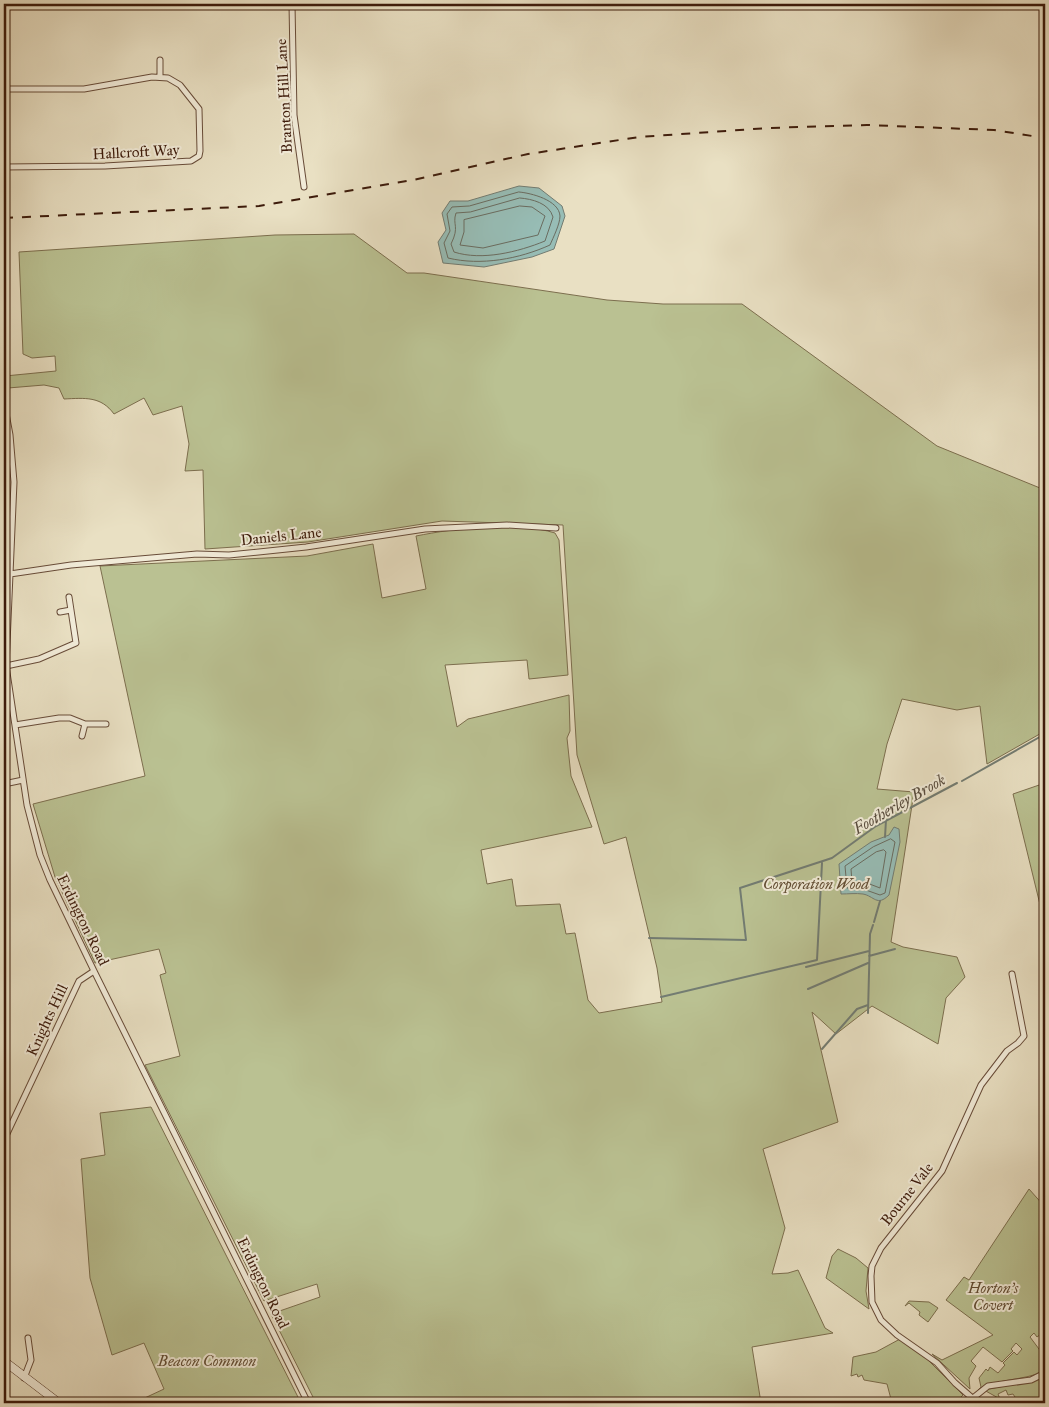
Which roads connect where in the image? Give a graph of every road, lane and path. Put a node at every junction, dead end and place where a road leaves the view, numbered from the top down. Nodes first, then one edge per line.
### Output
1 (292, 4) edge
2 (160, 60) dead end
3 (160, 77) junction
4 (4, 89) edge
5 (4, 167) edge
6 (304, 187) dead end
7 (4, 403) edge
8 (4, 511) edge
9 (12, 513) junction
10 (556, 528) dead end
11 (10, 574) junction
12 (68, 597) dead end
13 (71, 610) junction
14 (60, 612) dead end
15 (6, 666) junction
16 (85, 724) junction
17 (106, 724) dead end
18 (14, 726) junction
19 (82, 736) dead end
20 (23, 780) junction
21 (4, 784) edge
22 (94, 971) junction
23 (1012, 974) dead end
24 (4, 1140) edge
25 (28, 1338) dead end
26 (4, 1361) edge
27 (1045, 1374) edge
28 (24, 1378) junction
29 (973, 1398) junction
30 (59, 1403) edge
31 (308, 1403) edge
32 (978, 1403) edge

1 - 6 street, Branton Hill Lane
2 - 3 street
3 - 4 street
3 - 5 street, Hallcroft Way
7 - 9 street, Erdington Road
8 - 9 street
9 - 11 street, Erdington Road
10 - 11 street, Daniels Lane
11 - 15 street, Erdington Road
12 - 13 street
13 - 14 street
13 - 15 street
15 - 18 street, Erdington Road
16 - 17 street
16 - 18 street
16 - 19 street
18 - 20 street, Erdington Road
20 - 21 street
20 - 22 street, Erdington Road
22 - 24 street, Knights Hill
22 - 31 street, Erdington Road
23 - 29 street, Bourne Vale
25 - 28 street
26 - 28 street
27 - 29 street
28 - 30 street
29 - 32 street, Bourne Vale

________________________

#### PROBLEM DETAILS:
Where a line of the data includes the string "Bourne", list that line.

#### RESULT OF THE TASK:
23 - 29 street, Bourne Vale
29 - 32 street, Bourne Vale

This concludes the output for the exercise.